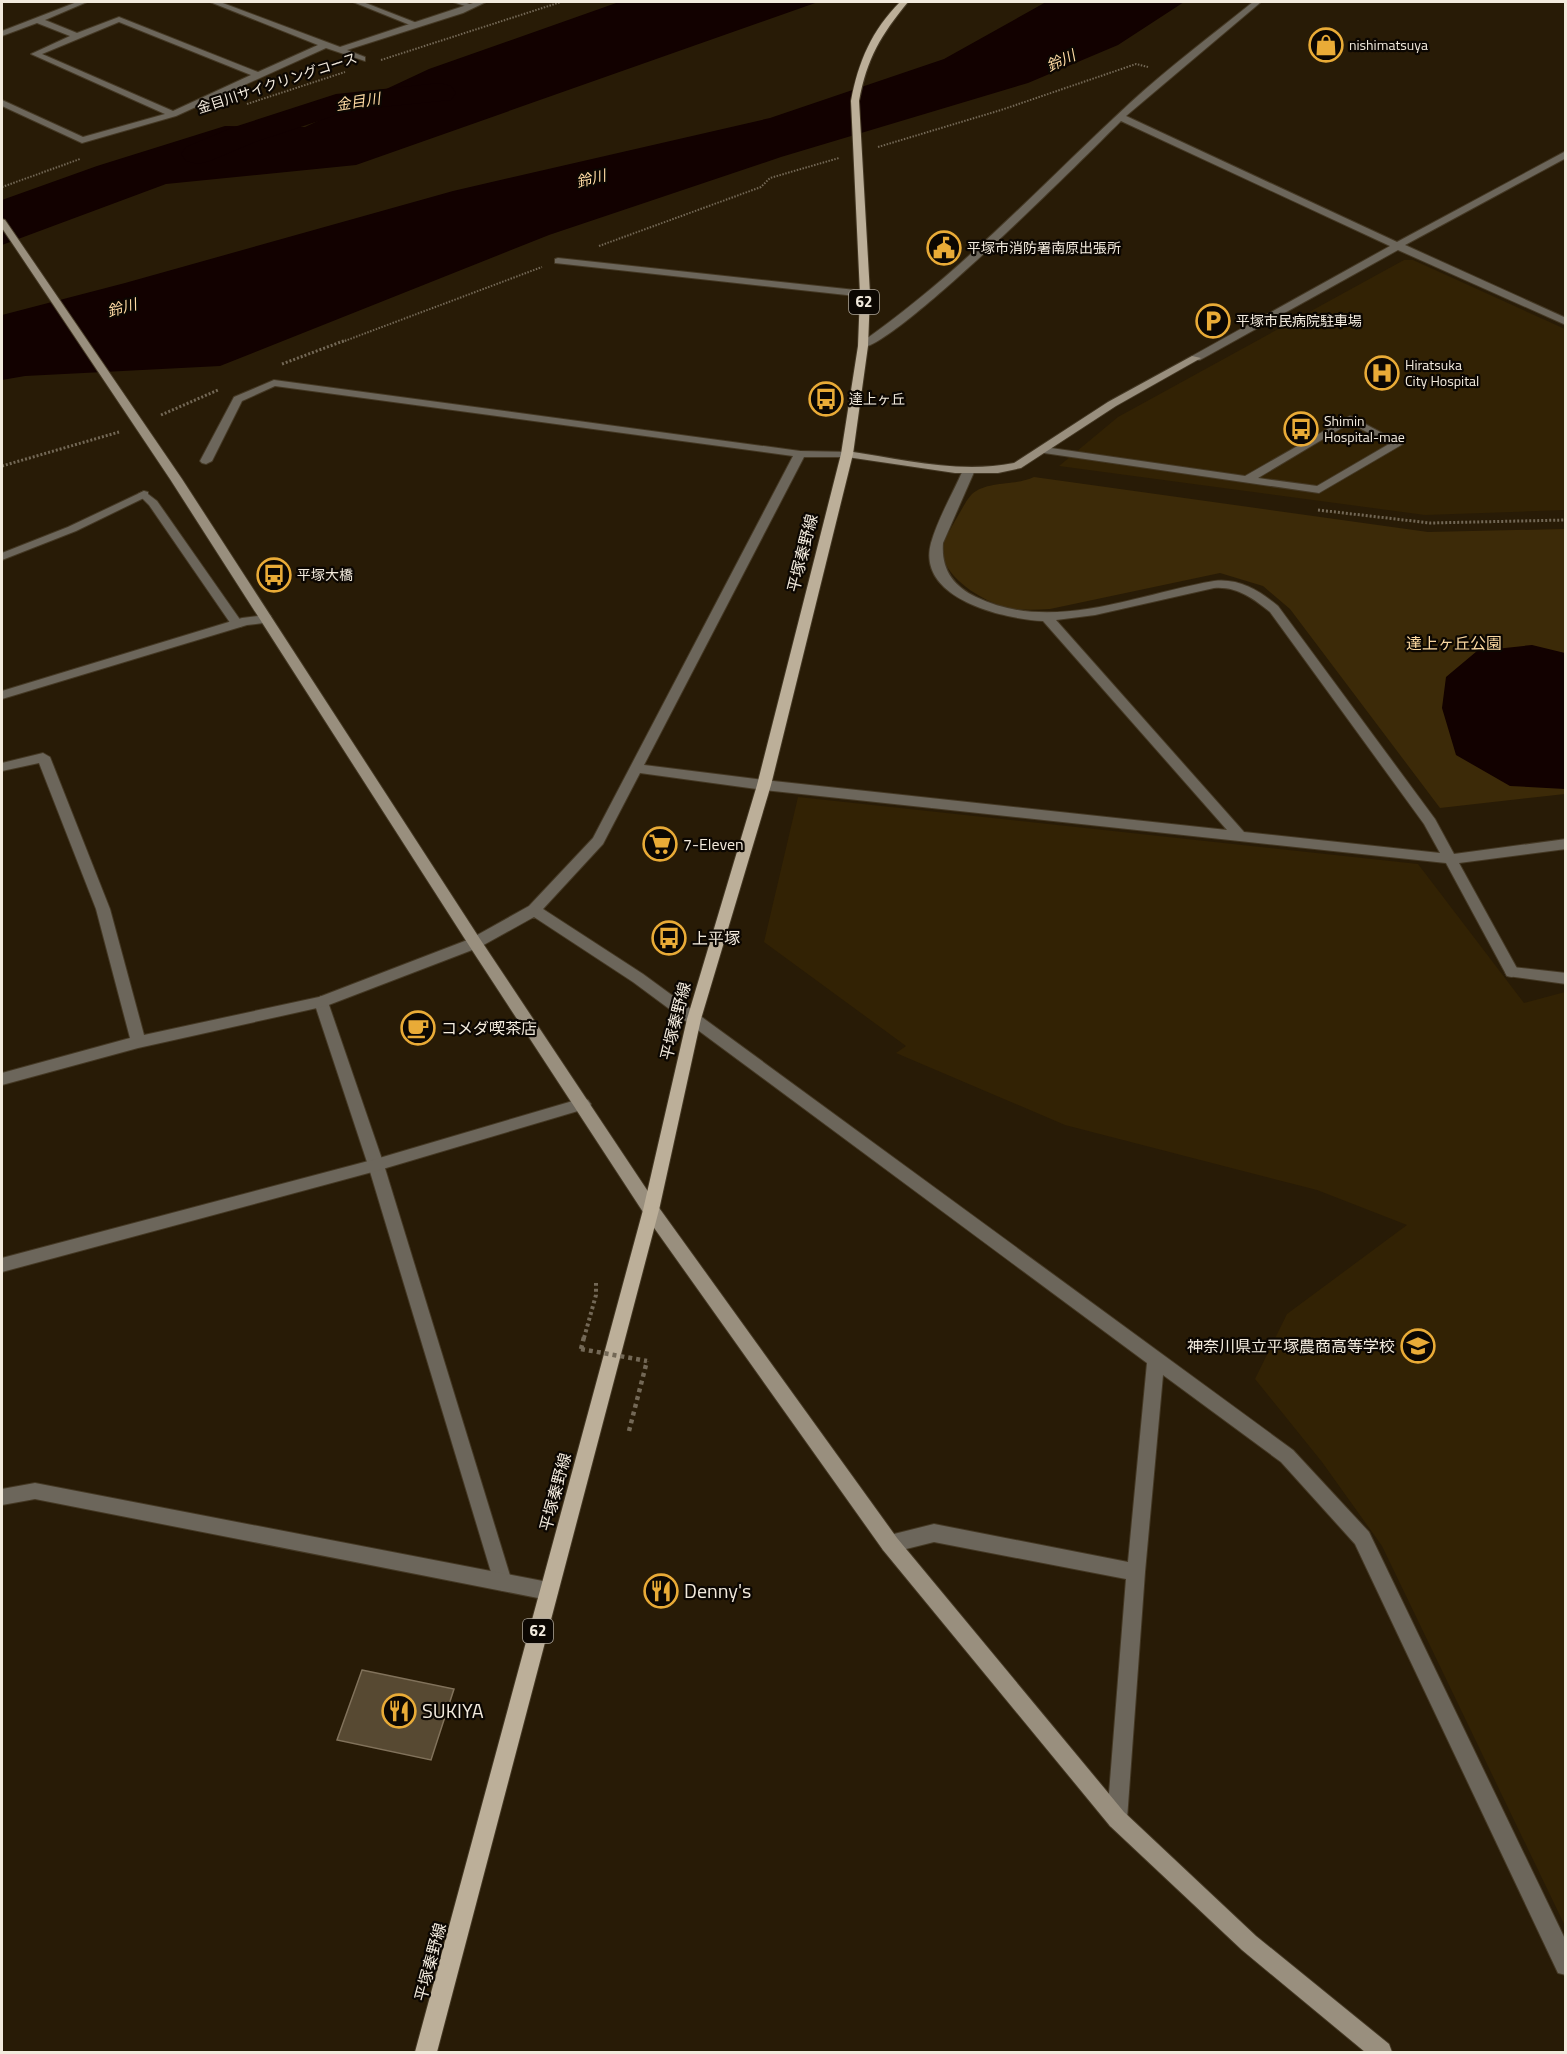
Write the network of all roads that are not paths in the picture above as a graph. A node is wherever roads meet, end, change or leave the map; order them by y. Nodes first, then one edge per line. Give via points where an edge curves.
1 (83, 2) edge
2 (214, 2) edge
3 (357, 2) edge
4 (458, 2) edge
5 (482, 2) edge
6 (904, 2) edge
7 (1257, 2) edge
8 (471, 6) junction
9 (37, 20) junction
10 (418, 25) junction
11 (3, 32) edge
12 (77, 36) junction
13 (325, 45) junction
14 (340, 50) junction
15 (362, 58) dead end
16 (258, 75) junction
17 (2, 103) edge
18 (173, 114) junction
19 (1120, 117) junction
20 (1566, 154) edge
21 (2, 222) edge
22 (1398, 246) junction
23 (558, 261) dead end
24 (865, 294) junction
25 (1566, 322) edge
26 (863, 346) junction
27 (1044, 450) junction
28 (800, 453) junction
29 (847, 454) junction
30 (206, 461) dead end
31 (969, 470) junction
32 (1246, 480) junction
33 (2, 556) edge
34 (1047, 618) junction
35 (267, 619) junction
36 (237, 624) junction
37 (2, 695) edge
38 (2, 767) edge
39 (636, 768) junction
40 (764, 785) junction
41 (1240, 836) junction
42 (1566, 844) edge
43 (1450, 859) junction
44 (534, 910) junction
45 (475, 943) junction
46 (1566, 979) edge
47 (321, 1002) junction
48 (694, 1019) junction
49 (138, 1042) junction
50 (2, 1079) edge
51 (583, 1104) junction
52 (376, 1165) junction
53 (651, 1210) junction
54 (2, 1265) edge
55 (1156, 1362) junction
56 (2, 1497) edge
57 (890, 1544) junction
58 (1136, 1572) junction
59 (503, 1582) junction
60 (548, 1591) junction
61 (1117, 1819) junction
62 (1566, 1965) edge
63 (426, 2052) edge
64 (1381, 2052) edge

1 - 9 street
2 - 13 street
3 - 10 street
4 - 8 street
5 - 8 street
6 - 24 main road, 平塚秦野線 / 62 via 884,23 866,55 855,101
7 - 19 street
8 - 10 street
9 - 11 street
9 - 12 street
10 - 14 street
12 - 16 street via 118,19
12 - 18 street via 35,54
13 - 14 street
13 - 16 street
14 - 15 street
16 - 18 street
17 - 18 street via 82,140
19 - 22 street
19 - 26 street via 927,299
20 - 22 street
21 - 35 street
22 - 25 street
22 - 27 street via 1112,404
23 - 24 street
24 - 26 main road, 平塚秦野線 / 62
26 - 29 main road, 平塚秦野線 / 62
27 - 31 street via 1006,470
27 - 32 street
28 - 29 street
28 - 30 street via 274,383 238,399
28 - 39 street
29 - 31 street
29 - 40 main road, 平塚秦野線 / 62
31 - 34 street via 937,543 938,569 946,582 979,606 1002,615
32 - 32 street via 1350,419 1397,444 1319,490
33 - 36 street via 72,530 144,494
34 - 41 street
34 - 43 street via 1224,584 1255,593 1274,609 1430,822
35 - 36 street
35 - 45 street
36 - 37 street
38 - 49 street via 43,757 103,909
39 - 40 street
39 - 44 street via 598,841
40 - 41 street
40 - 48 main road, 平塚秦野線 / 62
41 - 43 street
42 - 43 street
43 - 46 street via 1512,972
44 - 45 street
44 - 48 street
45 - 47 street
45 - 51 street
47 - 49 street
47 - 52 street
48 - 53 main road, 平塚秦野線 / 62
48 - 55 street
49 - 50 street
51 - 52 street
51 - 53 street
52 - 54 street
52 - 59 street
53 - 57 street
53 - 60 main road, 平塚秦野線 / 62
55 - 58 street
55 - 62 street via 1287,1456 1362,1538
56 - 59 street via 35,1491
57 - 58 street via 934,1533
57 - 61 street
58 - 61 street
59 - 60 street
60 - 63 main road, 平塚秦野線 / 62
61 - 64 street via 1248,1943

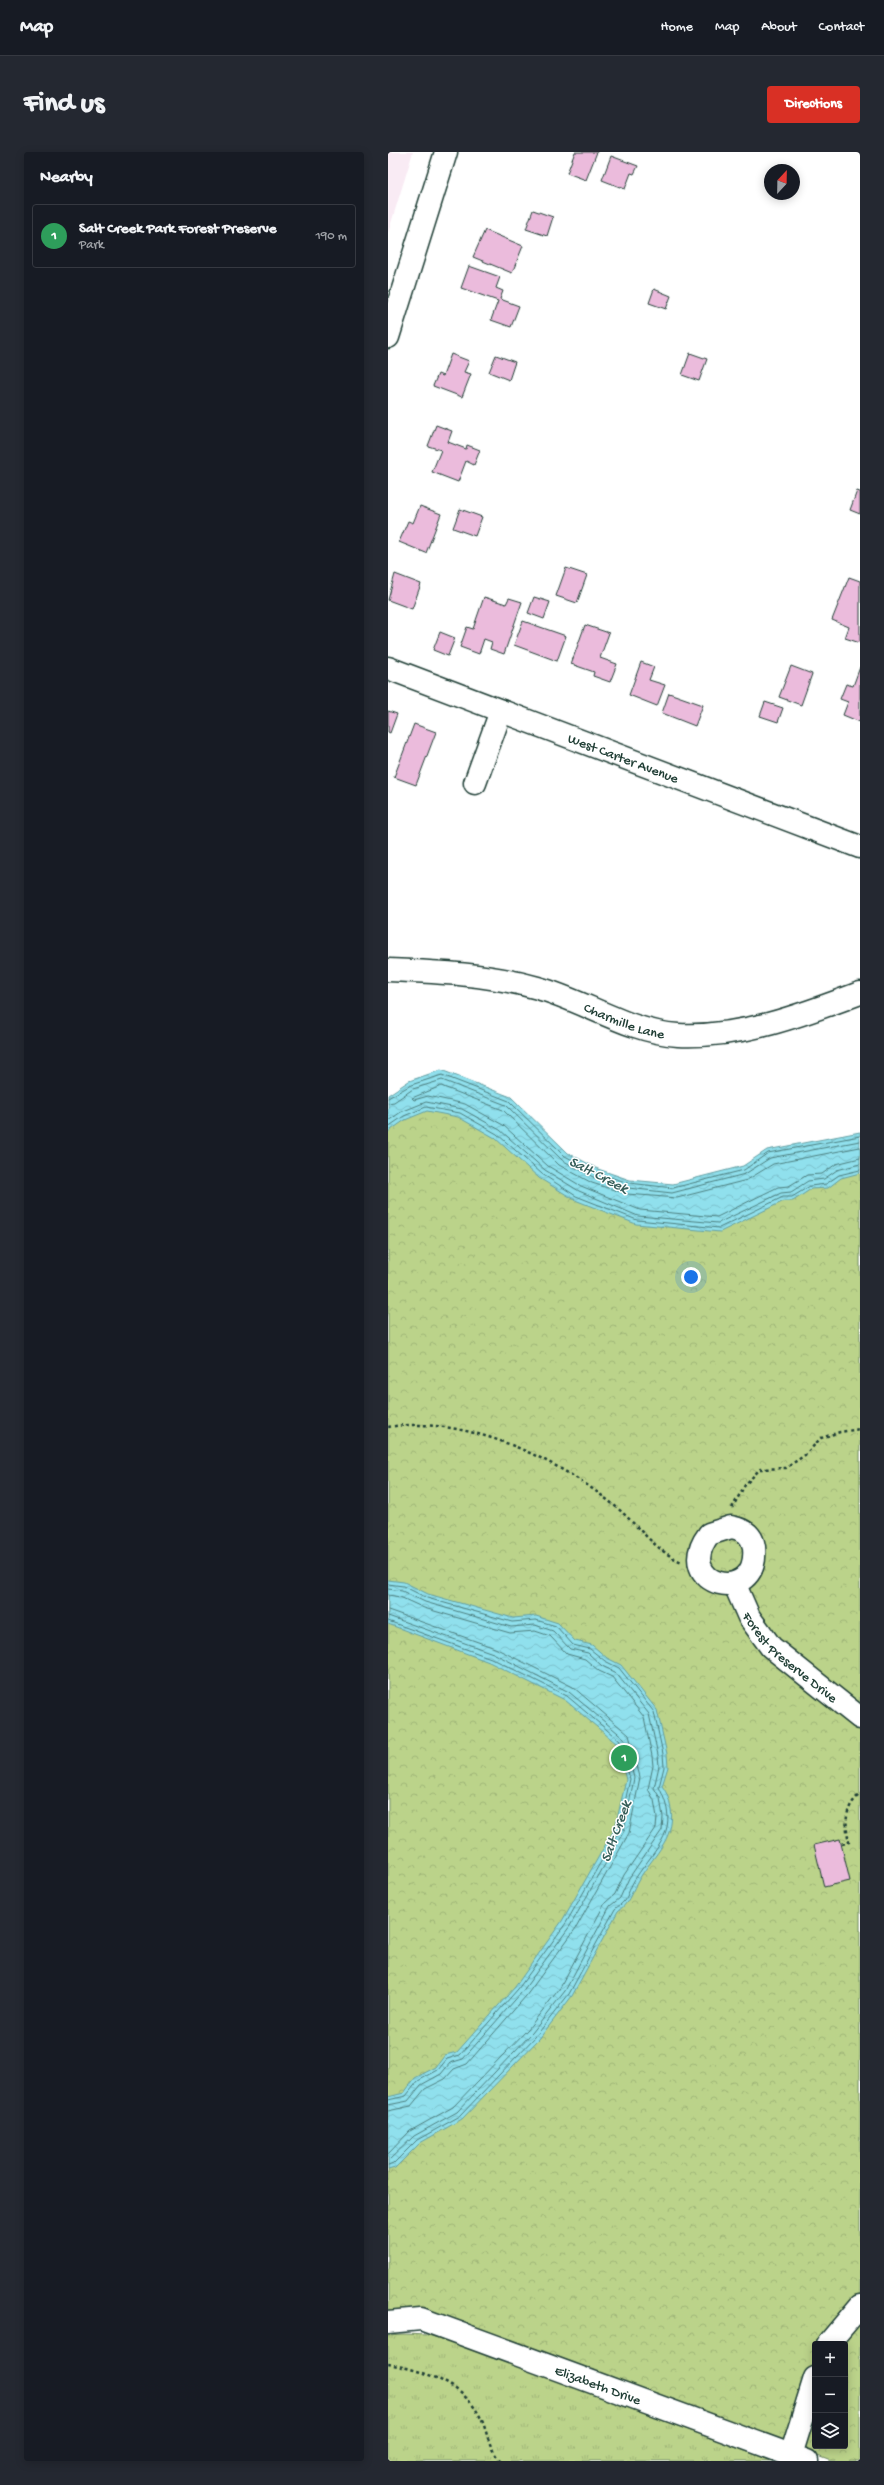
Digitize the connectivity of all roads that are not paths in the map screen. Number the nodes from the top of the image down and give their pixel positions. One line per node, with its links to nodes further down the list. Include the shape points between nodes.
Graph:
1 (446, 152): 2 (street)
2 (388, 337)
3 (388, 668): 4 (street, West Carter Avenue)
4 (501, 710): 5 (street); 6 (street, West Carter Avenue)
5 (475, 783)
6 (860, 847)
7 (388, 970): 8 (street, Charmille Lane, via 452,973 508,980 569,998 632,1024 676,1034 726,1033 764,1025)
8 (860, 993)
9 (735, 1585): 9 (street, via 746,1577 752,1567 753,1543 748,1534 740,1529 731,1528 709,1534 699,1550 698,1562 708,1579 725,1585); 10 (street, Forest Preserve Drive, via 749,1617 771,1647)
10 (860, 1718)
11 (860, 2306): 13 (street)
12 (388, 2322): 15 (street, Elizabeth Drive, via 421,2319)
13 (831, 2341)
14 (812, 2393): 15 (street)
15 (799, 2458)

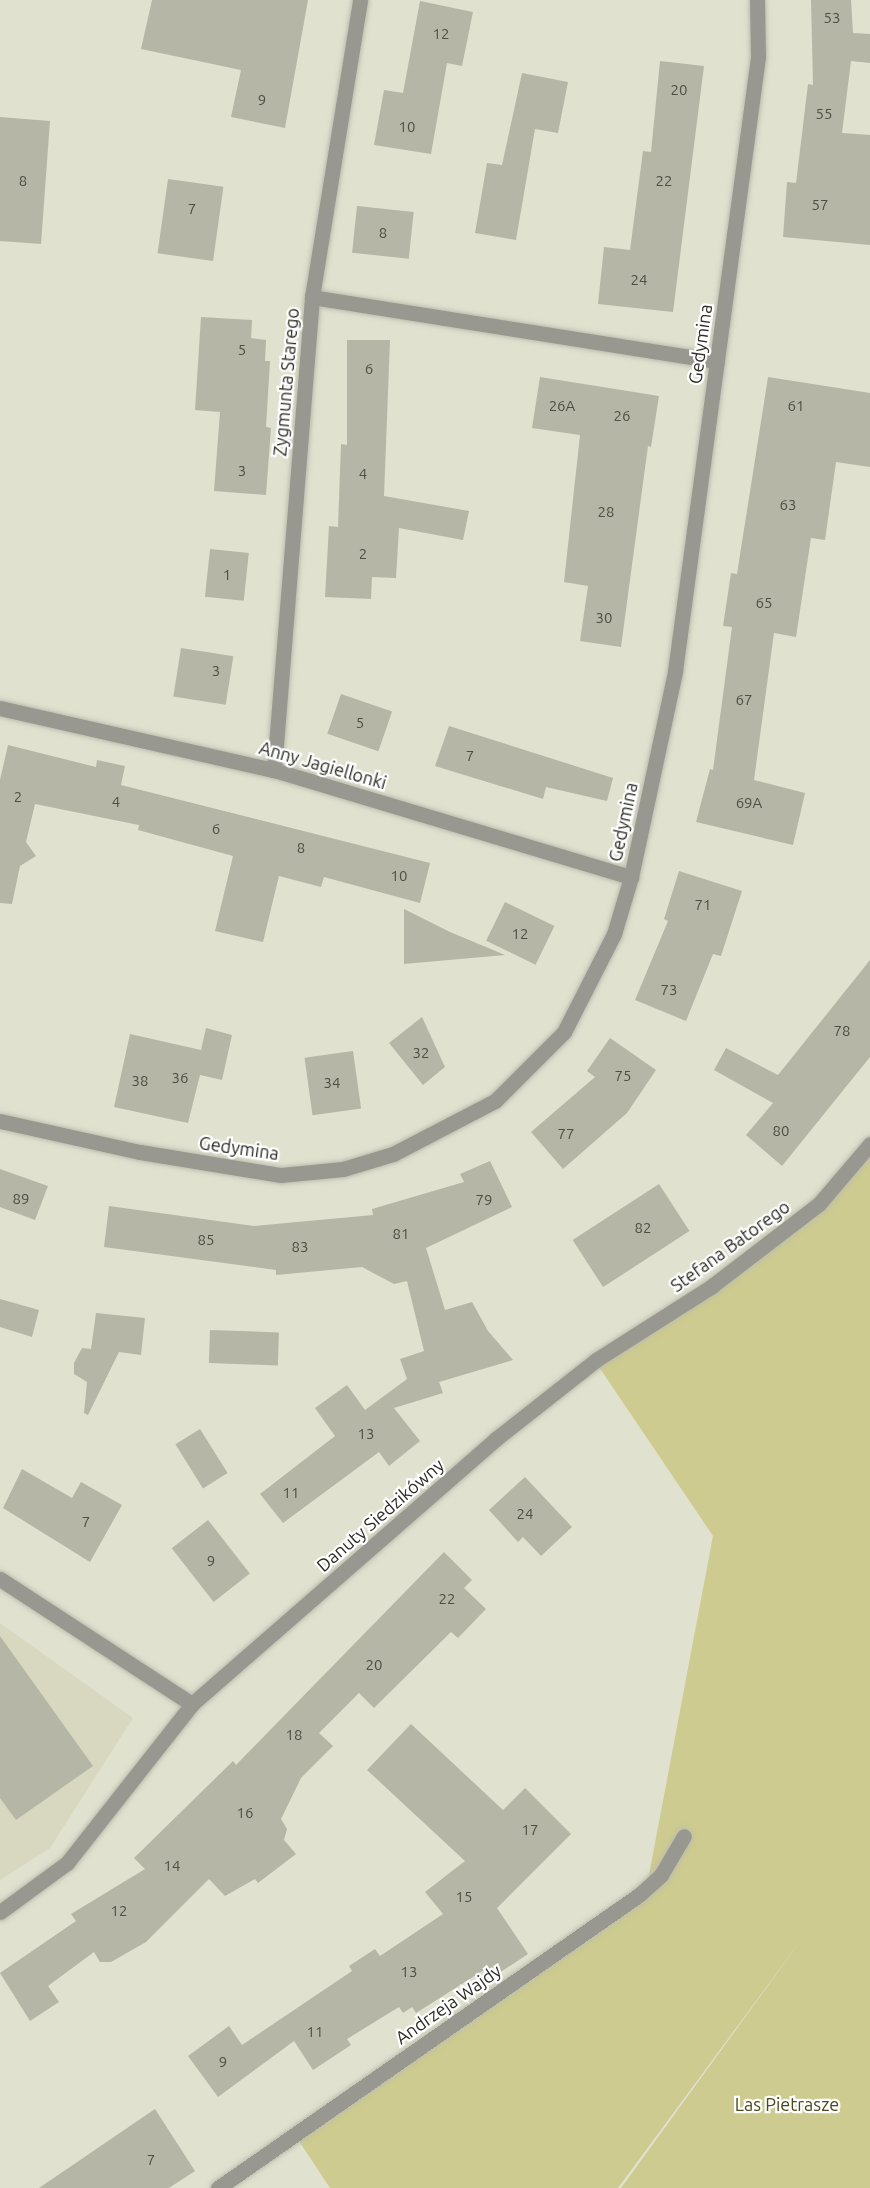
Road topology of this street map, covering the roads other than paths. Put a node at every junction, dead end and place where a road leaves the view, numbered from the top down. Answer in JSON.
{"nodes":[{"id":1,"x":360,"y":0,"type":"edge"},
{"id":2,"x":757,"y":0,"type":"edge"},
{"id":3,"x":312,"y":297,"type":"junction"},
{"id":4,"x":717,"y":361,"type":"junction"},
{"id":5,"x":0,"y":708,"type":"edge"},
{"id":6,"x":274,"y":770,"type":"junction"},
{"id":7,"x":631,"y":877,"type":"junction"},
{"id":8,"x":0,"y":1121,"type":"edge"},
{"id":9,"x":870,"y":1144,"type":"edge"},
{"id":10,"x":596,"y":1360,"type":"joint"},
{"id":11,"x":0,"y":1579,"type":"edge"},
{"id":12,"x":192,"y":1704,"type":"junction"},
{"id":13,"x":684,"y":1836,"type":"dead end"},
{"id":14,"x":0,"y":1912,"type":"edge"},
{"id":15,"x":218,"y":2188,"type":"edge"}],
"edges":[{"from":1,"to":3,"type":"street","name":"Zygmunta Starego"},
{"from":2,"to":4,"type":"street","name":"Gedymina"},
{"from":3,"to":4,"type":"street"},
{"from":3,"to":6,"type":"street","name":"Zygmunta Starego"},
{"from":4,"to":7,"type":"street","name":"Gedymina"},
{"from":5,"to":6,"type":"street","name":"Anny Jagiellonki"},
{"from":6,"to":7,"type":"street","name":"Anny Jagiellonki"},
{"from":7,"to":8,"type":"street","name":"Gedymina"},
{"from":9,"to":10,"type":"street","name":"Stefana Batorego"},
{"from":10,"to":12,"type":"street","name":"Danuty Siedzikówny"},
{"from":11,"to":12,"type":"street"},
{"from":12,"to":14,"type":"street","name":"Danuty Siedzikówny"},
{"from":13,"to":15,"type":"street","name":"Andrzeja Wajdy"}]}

WHAT IS REQUIRED:
Every line of the entries that includes "West" must be copied into the answer.

SOLVED EXERCISE:
3 (388, 668): 4 (street, West Carter Avenue)
4 (501, 710): 5 (street); 6 (street, West Carter Avenue)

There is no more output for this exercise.